WHAT YOU HAVE TO DO.
Could you restate word for word each line from the top of the listing below through the line containing "rect(cr, 334, 197, 74, 1);"? Keep the pictures out.

-- SUPPLIED DATA follows --

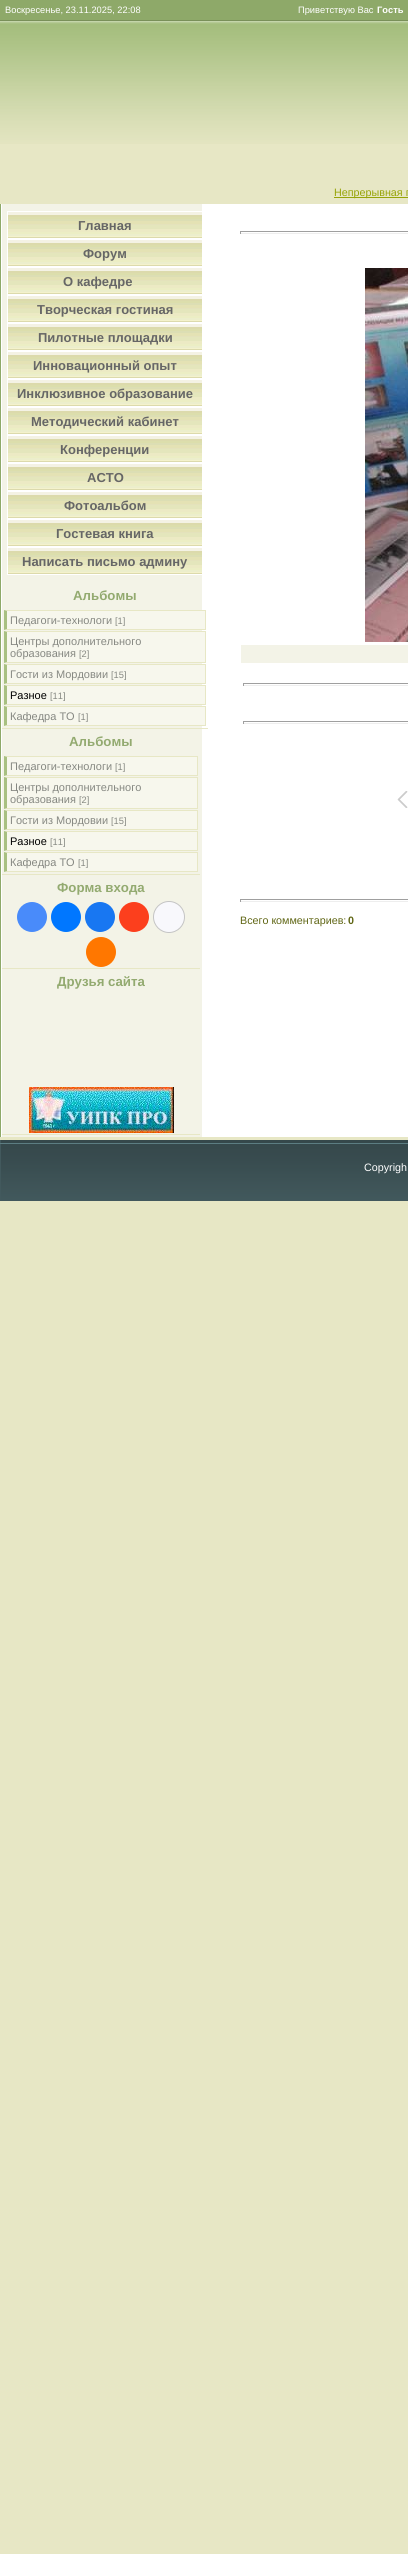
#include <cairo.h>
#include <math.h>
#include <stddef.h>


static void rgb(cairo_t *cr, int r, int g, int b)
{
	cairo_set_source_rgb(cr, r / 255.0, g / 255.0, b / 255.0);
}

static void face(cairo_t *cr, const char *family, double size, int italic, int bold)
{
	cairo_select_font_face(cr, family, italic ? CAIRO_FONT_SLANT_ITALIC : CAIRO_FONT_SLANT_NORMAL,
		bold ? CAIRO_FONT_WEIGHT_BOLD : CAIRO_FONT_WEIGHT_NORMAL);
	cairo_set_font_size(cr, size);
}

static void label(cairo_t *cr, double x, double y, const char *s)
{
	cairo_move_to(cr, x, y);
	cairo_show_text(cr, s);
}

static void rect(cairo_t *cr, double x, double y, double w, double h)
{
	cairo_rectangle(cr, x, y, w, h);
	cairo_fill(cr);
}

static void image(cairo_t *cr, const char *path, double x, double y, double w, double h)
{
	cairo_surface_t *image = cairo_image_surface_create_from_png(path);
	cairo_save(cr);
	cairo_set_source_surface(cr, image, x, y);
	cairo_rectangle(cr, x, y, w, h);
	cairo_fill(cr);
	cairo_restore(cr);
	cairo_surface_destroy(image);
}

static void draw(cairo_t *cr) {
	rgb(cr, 231, 231, 197);
	cairo_paint(cr);
	rgb(cr, 142, 169, 105);
	rect(cr, 0, 0, 408, 20);
	rgb(cr, 121, 144, 89);
	rect(cr, 0, 20, 408, 1);
	face(cr, "Liberation Sans", 9.3, 0, 0);
	rgb(cr, 255, 255, 255);
	label(cr, 5, 13, "Воскресенье, 23.11.2025, 22:08");
	label(cr, 298, 13, "Приветствую Вас");
	face(cr, "Liberation Sans", 9.3, 0, 1);
	label(cr, 377, 13, "Гость");
	image(cr, "image0.png", 0, 21, 408, 123);
	rgb(cr, 151, 164, 8);
	rect(cr, 334, 197, 74, 1);
	face(cr, "Liberation Sans", 10.75, 0, 0);
	label(cr, 334, 196, "Непрерывная п");
	image(cr, "image1.png", 0, 204, 408, 933);
	image(cr, "image2.png", 8, 212, 194, 26);
	cairo_rectangle(cr, 7.5, 211.5, 195, 27);
	rgb(cr, 255, 255, 255);
	cairo_set_line_width(cr, 1);
	cairo_stroke(cr);
	face(cr, "Liberation Sans", 13, 0, 1);
	rgb(cr, 102, 102, 102);
	label(cr, 78, 230, "Главная");
	image(cr, "image2.png", 8, 240, 194, 26);
	cairo_rectangle(cr, 7.5, 239.5, 195, 27);
	rgb(cr, 255, 255, 255);
	cairo_stroke(cr);
	rgb(cr, 102, 102, 102);
	label(cr, 83, 258, "Форум");
	image(cr, "image2.png", 8, 268, 194, 26);
	cairo_rectangle(cr, 7.5, 267.5, 195, 27);
	rgb(cr, 255, 255, 255);
	cairo_stroke(cr);
	rgb(cr, 102, 102, 102);
	label(cr, 63, 286, "О кафедре");
	image(cr, "image2.png", 8, 296, 194, 26);
	cairo_rectangle(cr, 7.5, 295.5, 195, 27);
	rgb(cr, 255, 255, 255);
	cairo_stroke(cr);
	rgb(cr, 102, 102, 102);
	label(cr, 37, 314, "Творческая гостиная");
	image(cr, "image2.png", 8, 324, 194, 26);
	cairo_rectangle(cr, 7.5, 323.5, 195, 27);
	rgb(cr, 255, 255, 255);
	cairo_stroke(cr);
	rgb(cr, 102, 102, 102);
	label(cr, 38, 342, "Пилотные площадки");
	image(cr, "image2.png", 8, 352, 194, 26);
	cairo_rectangle(cr, 7.5, 351.5, 195, 27);
	rgb(cr, 255, 255, 255);
	cairo_stroke(cr);
	rgb(cr, 102, 102, 102);
	label(cr, 33, 370, "Инновационный опыт");
	image(cr, "image2.png", 8, 380, 194, 26);
	cairo_rectangle(cr, 7.5, 379.5, 195, 27);
	rgb(cr, 255, 255, 255);
	cairo_stroke(cr);
	rgb(cr, 102, 102, 102);
	label(cr, 17, 398, "Инклюзивное образование");
	image(cr, "image2.png", 8, 408, 194, 26);
	cairo_rectangle(cr, 7.5, 407.5, 195, 27);
	rgb(cr, 255, 255, 255);
	cairo_stroke(cr);
	rgb(cr, 102, 102, 102);
	label(cr, 31, 426, "Методический кабинет");
	image(cr, "image2.png", 8, 436, 194, 26);
	cairo_rectangle(cr, 7.5, 435.5, 195, 27);
	rgb(cr, 255, 255, 255);
	cairo_stroke(cr);
	rgb(cr, 102, 102, 102);
	label(cr, 60, 454, "Конференции");
	image(cr, "image2.png", 8, 464, 194, 26);
	cairo_rectangle(cr, 7.5, 463.5, 195, 27);
	rgb(cr, 255, 255, 255);
	cairo_stroke(cr);
	rgb(cr, 102, 102, 102);
	label(cr, 87, 482, "АСТО");
	image(cr, "image2.png", 8, 492, 194, 26);
	cairo_rectangle(cr, 7.5, 491.5, 195, 27);
	rgb(cr, 255, 255, 255);
	cairo_stroke(cr);
	rgb(cr, 102, 102, 102);
	label(cr, 64, 510, "Фотоальбом");
	image(cr, "image2.png", 8, 520, 194, 26);
	cairo_rectangle(cr, 7.5, 519.5, 195, 27);
	rgb(cr, 255, 255, 255);
	cairo_stroke(cr);
	rgb(cr, 102, 102, 102);
	label(cr, 56, 538, "Гостевая книга");
	image(cr, "image2.png", 8, 548, 194, 26);
	cairo_rectangle(cr, 7.5, 547.5, 195, 27);
	rgb(cr, 255, 255, 255);
	cairo_stroke(cr);
	rgb(cr, 102, 102, 102);
	label(cr, 22, 566, "Написать письмо админу");
	face(cr, "Liberation Sans", 13.25, 0, 1);
	rgb(cr, 147, 170, 112);
	label(cr, 73, 600, "Альбомы");
	rgb(cr, 231, 231, 197);
	rect(cr, 2, 728, 206, 1);
	rgb(cr, 247, 247, 237);
	rect(cr, 7, 611, 198, 18);
	rgb(cr, 231, 231, 197);
	cairo_new_path(cr);
	cairo_move_to(cr, 4, 610);
	cairo_line_to(cr, 206, 610);
	cairo_line_to(cr, 205, 611);
	cairo_line_to(cr, 7, 611);
	cairo_close_path(cr);
	cairo_fill(cr);
	rect(cr, 205, 610, 1, 20);
	cairo_new_path(cr);
	cairo_move_to(cr, 206, 630);
	cairo_line_to(cr, 4, 630);
	cairo_line_to(cr, 7, 629);
	cairo_line_to(cr, 205, 629);
	cairo_close_path(cr);
	cairo_fill(cr);
	rgb(cr, 168, 192, 129);
	cairo_new_path(cr);
	cairo_move_to(cr, 4, 630);
	cairo_line_to(cr, 4, 610);
	cairo_line_to(cr, 7, 611);
	cairo_line_to(cr, 7, 629);
	cairo_close_path(cr);
	cairo_fill(cr);
	face(cr, "Liberation Sans", 11, 0, 0);
	rgb(cr, 134, 136, 130);
	label(cr, 10, 624, "Педагоги-технологи");
	face(cr, "Liberation Sans", 9.3, 0, 0);
	label(cr, 115, 624, "[1]");
	rgb(cr, 247, 247, 237);
	rect(cr, 7, 632, 198, 30);
	rgb(cr, 231, 231, 197);
	cairo_new_path(cr);
	cairo_move_to(cr, 4, 631);
	cairo_line_to(cr, 206, 631);
	cairo_line_to(cr, 205, 632);
	cairo_line_to(cr, 7, 632);
	cairo_close_path(cr);
	cairo_fill(cr);
	rect(cr, 205, 631, 1, 32);
	cairo_new_path(cr);
	cairo_move_to(cr, 206, 663);
	cairo_line_to(cr, 4, 663);
	cairo_line_to(cr, 7, 662);
	cairo_line_to(cr, 205, 662);
	cairo_close_path(cr);
	cairo_fill(cr);
	rgb(cr, 168, 192, 129);
	cairo_new_path(cr);
	cairo_move_to(cr, 4, 663);
	cairo_line_to(cr, 4, 631);
	cairo_line_to(cr, 7, 632);
	cairo_line_to(cr, 7, 662);
	cairo_close_path(cr);
	cairo_fill(cr);
	face(cr, "Liberation Sans", 11, 0, 0);
	rgb(cr, 134, 136, 130);
	label(cr, 10, 645, "Центры дополнительного");
	label(cr, 10, 657, "образования");
	face(cr, "Liberation Sans", 9.3, 0, 0);
	label(cr, 79, 657, "[2]");
	rgb(cr, 247, 247, 237);
	rect(cr, 7, 665, 198, 18);
	rgb(cr, 231, 231, 197);
	cairo_new_path(cr);
	cairo_move_to(cr, 4, 664);
	cairo_line_to(cr, 206, 664);
	cairo_line_to(cr, 205, 665);
	cairo_line_to(cr, 7, 665);
	cairo_close_path(cr);
	cairo_fill(cr);
	rect(cr, 205, 664, 1, 20);
	cairo_new_path(cr);
	cairo_move_to(cr, 206, 684);
	cairo_line_to(cr, 4, 684);
	cairo_line_to(cr, 7, 683);
	cairo_line_to(cr, 205, 683);
	cairo_close_path(cr);
	cairo_fill(cr);
	rgb(cr, 168, 192, 129);
	cairo_new_path(cr);
	cairo_move_to(cr, 4, 684);
	cairo_line_to(cr, 4, 664);
	cairo_line_to(cr, 7, 665);
	cairo_line_to(cr, 7, 683);
	cairo_close_path(cr);
	cairo_fill(cr);
	face(cr, "Liberation Sans", 11, 0, 0);
	rgb(cr, 134, 136, 130);
	label(cr, 10, 678, "Гости из Мордовии");
	face(cr, "Liberation Sans", 9.3, 0, 0);
	label(cr, 111, 678, "[15]");
	rgb(cr, 247, 247, 237);
	rect(cr, 7, 686, 198, 18);
	rgb(cr, 231, 231, 197);
	cairo_new_path(cr);
	cairo_move_to(cr, 4, 685);
	cairo_line_to(cr, 206, 685);
	cairo_line_to(cr, 205, 686);
	cairo_line_to(cr, 7, 686);
	cairo_close_path(cr);
	cairo_fill(cr);
	rect(cr, 205, 685, 1, 20);
	cairo_new_path(cr);
	cairo_move_to(cr, 206, 705);
	cairo_line_to(cr, 4, 705);
	cairo_line_to(cr, 7, 704);
	cairo_line_to(cr, 205, 704);
	cairo_close_path(cr);
	cairo_fill(cr);
	rgb(cr, 168, 192, 129);
	cairo_new_path(cr);
	cairo_move_to(cr, 4, 705);
	cairo_line_to(cr, 4, 685);
	cairo_line_to(cr, 7, 686);
	cairo_line_to(cr, 7, 704);
	cairo_close_path(cr);
	cairo_fill(cr);
	face(cr, "Liberation Sans", 11, 0, 0);
	rgb(cr, 0, 0, 0);
	label(cr, 10, 699, "Разное");
	face(cr, "Liberation Sans", 9.3, 0, 0);
	rgb(cr, 134, 136, 130);
	label(cr, 50, 699, "[11]");
	rgb(cr, 247, 247, 237);
	rect(cr, 7, 707, 198, 18);
	rgb(cr, 231, 231, 197);
	cairo_new_path(cr);
	cairo_move_to(cr, 4, 706);
	cairo_line_to(cr, 206, 706);
	cairo_line_to(cr, 205, 707);
	cairo_line_to(cr, 7, 707);
	cairo_close_path(cr);
	cairo_fill(cr);
	rect(cr, 205, 706, 1, 20);
	cairo_new_path(cr);
	cairo_move_to(cr, 206, 726);
	cairo_line_to(cr, 4, 726);
	cairo_line_to(cr, 7, 725);
	cairo_line_to(cr, 205, 725);
	cairo_close_path(cr);
	cairo_fill(cr);
	rgb(cr, 168, 192, 129);
	cairo_new_path(cr);
	cairo_move_to(cr, 4, 726);
	cairo_line_to(cr, 4, 706);
	cairo_line_to(cr, 7, 707);
	cairo_line_to(cr, 7, 725);
	cairo_close_path(cr);
	cairo_fill(cr);
	face(cr, "Liberation Sans", 11, 0, 0);
	rgb(cr, 134, 136, 130);
	label(cr, 10, 720, "Кафедра ТО");
	face(cr, "Liberation Sans", 9.3, 0, 0);
	label(cr, 78, 720, "[1]");
	face(cr, "Liberation Sans", 13.25, 0, 1);
	rgb(cr, 147, 170, 112);
	label(cr, 69, 746, "Альбомы");
	rgb(cr, 231, 231, 197);
	rect(cr, 2, 874, 198, 1);
	rgb(cr, 247, 247, 237);
	rect(cr, 7, 757, 190, 18);
	rgb(cr, 231, 231, 197);
	cairo_new_path(cr);
	cairo_move_to(cr, 4, 756);
	cairo_line_to(cr, 198, 756);
	cairo_line_to(cr, 197, 757);
	cairo_line_to(cr, 7, 757);
	cairo_close_path(cr);
	cairo_fill(cr);
	rect(cr, 197, 756, 1, 20);
	cairo_new_path(cr);
	cairo_move_to(cr, 198, 776);
	cairo_line_to(cr, 4, 776);
	cairo_line_to(cr, 7, 775);
	cairo_line_to(cr, 197, 775);
	cairo_close_path(cr);
	cairo_fill(cr);
	rgb(cr, 168, 192, 129);
	cairo_new_path(cr);
	cairo_move_to(cr, 4, 776);
	cairo_line_to(cr, 4, 756);
	cairo_line_to(cr, 7, 757);
	cairo_line_to(cr, 7, 775);
	cairo_close_path(cr);
	cairo_fill(cr);
	face(cr, "Liberation Sans", 11, 0, 0);
	rgb(cr, 134, 136, 130);
	label(cr, 10, 770, "Педагоги-технологи");
	face(cr, "Liberation Sans", 9.3, 0, 0);
	label(cr, 115, 770, "[1]");
	rgb(cr, 247, 247, 237);
	rect(cr, 7, 778, 190, 30);
	rgb(cr, 231, 231, 197);
	cairo_new_path(cr);
	cairo_move_to(cr, 4, 777);
	cairo_line_to(cr, 198, 777);
	cairo_line_to(cr, 197, 778);
	cairo_line_to(cr, 7, 778);
	cairo_close_path(cr);
	cairo_fill(cr);
	rect(cr, 197, 777, 1, 32);
	cairo_new_path(cr);
	cairo_move_to(cr, 198, 809);
	cairo_line_to(cr, 4, 809);
	cairo_line_to(cr, 7, 808);
	cairo_line_to(cr, 197, 808);
	cairo_close_path(cr);
	cairo_fill(cr);
	rgb(cr, 168, 192, 129);
	cairo_new_path(cr);
	cairo_move_to(cr, 4, 809);
	cairo_line_to(cr, 4, 777);
	cairo_line_to(cr, 7, 778);
	cairo_line_to(cr, 7, 808);
	cairo_close_path(cr);
	cairo_fill(cr);
	face(cr, "Liberation Sans", 11, 0, 0);
	rgb(cr, 134, 136, 130);
	label(cr, 10, 791, "Центры дополнительного");
	label(cr, 10, 803, "образования");
	face(cr, "Liberation Sans", 9.3, 0, 0);
	label(cr, 79, 803, "[2]");
	rgb(cr, 247, 247, 237);
	rect(cr, 7, 811, 190, 18);
	rgb(cr, 231, 231, 197);
	cairo_new_path(cr);
	cairo_move_to(cr, 4, 810);
	cairo_line_to(cr, 198, 810);
	cairo_line_to(cr, 197, 811);
	cairo_line_to(cr, 7, 811);
	cairo_close_path(cr);
	cairo_fill(cr);
	rect(cr, 197, 810, 1, 20);
	cairo_new_path(cr);
	cairo_move_to(cr, 198, 830);
	cairo_line_to(cr, 4, 830);
	cairo_line_to(cr, 7, 829);
	cairo_line_to(cr, 197, 829);
	cairo_close_path(cr);
	cairo_fill(cr);
	rgb(cr, 168, 192, 129);
	cairo_new_path(cr);
	cairo_move_to(cr, 4, 830);
	cairo_line_to(cr, 4, 810);
	cairo_line_to(cr, 7, 811);
	cairo_line_to(cr, 7, 829);
	cairo_close_path(cr);
	cairo_fill(cr);
	face(cr, "Liberation Sans", 11, 0, 0);
	rgb(cr, 134, 136, 130);
	label(cr, 10, 824, "Гости из Мордовии");
	face(cr, "Liberation Sans", 9.3, 0, 0);
	label(cr, 111, 824, "[15]");
	rgb(cr, 247, 247, 237);
	rect(cr, 7, 832, 190, 18);
	rgb(cr, 231, 231, 197);
	cairo_new_path(cr);
	cairo_move_to(cr, 4, 831);
	cairo_line_to(cr, 198, 831);
	cairo_line_to(cr, 197, 832);
	cairo_line_to(cr, 7, 832);
	cairo_close_path(cr);
	cairo_fill(cr);
	rect(cr, 197, 831, 1, 20);
	cairo_new_path(cr);
	cairo_move_to(cr, 198, 851);
	cairo_line_to(cr, 4, 851);
	cairo_line_to(cr, 7, 850);
	cairo_line_to(cr, 197, 850);
	cairo_close_path(cr);
	cairo_fill(cr);
	rgb(cr, 168, 192, 129);
	cairo_new_path(cr);
	cairo_move_to(cr, 4, 851);
	cairo_line_to(cr, 4, 831);
	cairo_line_to(cr, 7, 832);
	cairo_line_to(cr, 7, 850);
	cairo_close_path(cr);
	cairo_fill(cr);
	face(cr, "Liberation Sans", 11, 0, 0);
	rgb(cr, 0, 0, 0);
	label(cr, 10, 845, "Разное");
	face(cr, "Liberation Sans", 9.3, 0, 0);
	rgb(cr, 134, 136, 130);
	label(cr, 50, 845, "[11]");
	rgb(cr, 247, 247, 237);
	rect(cr, 7, 853, 190, 18);
	rgb(cr, 231, 231, 197);
	cairo_new_path(cr);
	cairo_move_to(cr, 4, 852);
	cairo_line_to(cr, 198, 852);
	cairo_line_to(cr, 197, 853);
	cairo_line_to(cr, 7, 853);
	cairo_close_path(cr);
	cairo_fill(cr);
	rect(cr, 197, 852, 1, 20);
	cairo_new_path(cr);
	cairo_move_to(cr, 198, 872);
	cairo_line_to(cr, 4, 872);
	cairo_line_to(cr, 7, 871);
	cairo_line_to(cr, 197, 871);
	cairo_close_path(cr);
	cairo_fill(cr);
	rgb(cr, 168, 192, 129);
	cairo_new_path(cr);
	cairo_move_to(cr, 4, 872);
	cairo_line_to(cr, 4, 852);
	cairo_line_to(cr, 7, 853);
	cairo_line_to(cr, 7, 871);
	cairo_close_path(cr);
	cairo_fill(cr);
	face(cr, "Liberation Sans", 11, 0, 0);
	rgb(cr, 134, 136, 130);
	label(cr, 10, 866, "Кафедра ТО");
	face(cr, "Liberation Sans", 9.3, 0, 0);
	label(cr, 78, 866, "[1]");
	face(cr, "Liberation Sans", 13.25, 0, 1);
	rgb(cr, 147, 170, 112);
	label(cr, 57, 892, "Форма входа");
	rgb(cr, 231, 231, 197);
	rect(cr, 2, 968, 198, 1);
	rgb(cr, 73, 139, 250);
	cairo_new_path(cr);
	cairo_arc(cr, 32, 917, 15, 0, 2 * M_PI);
	cairo_fill(cr);
	rgb(cr, 0, 119, 255);
	cairo_arc(cr, 66, 917, 15, 0, 2 * M_PI);
	cairo_fill(cr);
	rgb(cr, 24, 119, 242);
	cairo_arc(cr, 100, 917, 15, 0, 2 * M_PI);
	cairo_fill(cr);
	rgb(cr, 252, 63, 29);
	cairo_arc(cr, 134, 917, 15, 0, 2 * M_PI);
	cairo_fill(cr);
	rgb(cr, 248, 248, 252);
	cairo_arc(cr, 169, 917, 15.5, 0, 2 * M_PI);
	cairo_fill_preserve(cr);
	rgb(cr, 196, 196, 196);
	cairo_stroke(cr);
	rgb(cr, 255, 119, 0);
	cairo_arc(cr, 101, 952, 15, 0, 2 * M_PI);
	cairo_fill(cr);
	rgb(cr, 147, 170, 112);
	label(cr, 57, 986, "Друзья сайта");
	rgb(cr, 231, 231, 197);
	rect(cr, 2, 1134, 198, 1);
	image(cr, "image3.png", 29, 1087, 145, 46);
	rgb(cr, 159, 159, 159);
	rect(cr, 240, 231, 168, 1);
	rgb(cr, 238, 238, 238);
	rect(cr, 240, 233, 168, 1);
	rgb(cr, 159, 159, 159);
	rect(cr, 240, 231, 1, 3);
	image(cr, "image4.png", 365, 268, 43, 374);
	rgb(cr, 243, 243, 231);
	rect(cr, 241, 645, 167, 18);
	rgb(cr, 159, 159, 159);
	rect(cr, 243, 683, 165, 1);
	rgb(cr, 238, 238, 238);
	rect(cr, 243, 685, 165, 1);
	rgb(cr, 159, 159, 159);
	rect(cr, 243, 683, 1, 3);
	rect(cr, 243, 721, 165, 1);
	rgb(cr, 238, 238, 238);
	rect(cr, 243, 723, 165, 1);
	rgb(cr, 159, 159, 159);
	rect(cr, 243, 721, 1, 3);
	image(cr, "image5.png", 397, 791, 11, 17);
	rect(cr, 240, 899, 168, 1);
	rgb(cr, 238, 238, 238);
	rect(cr, 240, 901, 168, 1);
	rgb(cr, 159, 159, 159);
	rect(cr, 240, 899, 1, 3);
	face(cr, "Liberation Sans", 10.75, 0, 0);
	rgb(cr, 96, 102, 21);
	label(cr, 240, 924, "Всего комментариев:");
	face(cr, "Liberation Sans", 10.75, 0, 1);
	label(cr, 348, 924, "0");
	image(cr, "image6.png", 0, 1140, 408, 61);
	face(cr, "Liberation Sans", 10.75, 0, 0);
	rgb(cr, 255, 255, 255);
	label(cr, 364, 1171, "Copyrigh");
}

int main(void) {
	cairo_surface_t *surface = cairo_image_surface_create(CAIRO_FORMAT_RGB24, 408, 2554);
	cairo_t *cr = cairo_create(surface);
	cairo_font_options_t *options = cairo_font_options_create();
	cairo_font_options_set_hint_metrics(options, CAIRO_HINT_METRICS_OFF);
	cairo_font_options_set_hint_style(options, CAIRO_HINT_STYLE_NONE);
	cairo_set_font_options(cr, options);
	cairo_set_miter_limit(cr, 4);
	draw(cr);
	cairo_surface_write_to_png(surface, "render.png");
	cairo_font_options_destroy(options);
	cairo_destroy(cr);
	cairo_surface_destroy(surface);
	return 0;
}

-- SUPPLIED DATA concluded --

TASK ANSWER.
#include <cairo.h>
#include <math.h>
#include <stddef.h>


static void rgb(cairo_t *cr, int r, int g, int b)
{
	cairo_set_source_rgb(cr, r / 255.0, g / 255.0, b / 255.0);
}

static void face(cairo_t *cr, const char *family, double size, int italic, int bold)
{
	cairo_select_font_face(cr, family, italic ? CAIRO_FONT_SLANT_ITALIC : CAIRO_FONT_SLANT_NORMAL,
		bold ? CAIRO_FONT_WEIGHT_BOLD : CAIRO_FONT_WEIGHT_NORMAL);
	cairo_set_font_size(cr, size);
}

static void label(cairo_t *cr, double x, double y, const char *s)
{
	cairo_move_to(cr, x, y);
	cairo_show_text(cr, s);
}

static void rect(cairo_t *cr, double x, double y, double w, double h)
{
	cairo_rectangle(cr, x, y, w, h);
	cairo_fill(cr);
}

static void image(cairo_t *cr, const char *path, double x, double y, double w, double h)
{
	cairo_surface_t *image = cairo_image_surface_create_from_png(path);
	cairo_save(cr);
	cairo_set_source_surface(cr, image, x, y);
	cairo_rectangle(cr, x, y, w, h);
	cairo_fill(cr);
	cairo_restore(cr);
	cairo_surface_destroy(image);
}

static void draw(cairo_t *cr) {
	rgb(cr, 231, 231, 197);
	cairo_paint(cr);
	rgb(cr, 142, 169, 105);
	rect(cr, 0, 0, 408, 20);
	rgb(cr, 121, 144, 89);
	rect(cr, 0, 20, 408, 1);
	face(cr, "Liberation Sans", 9.3, 0, 0);
	rgb(cr, 255, 255, 255);
	label(cr, 5, 13, "Воскресенье, 23.11.2025, 22:08");
	label(cr, 298, 13, "Приветствую Вас");
	face(cr, "Liberation Sans", 9.3, 0, 1);
	label(cr, 377, 13, "Гость");
	image(cr, "image0.png", 0, 21, 408, 123);
	rgb(cr, 151, 164, 8);
	rect(cr, 334, 197, 74, 1);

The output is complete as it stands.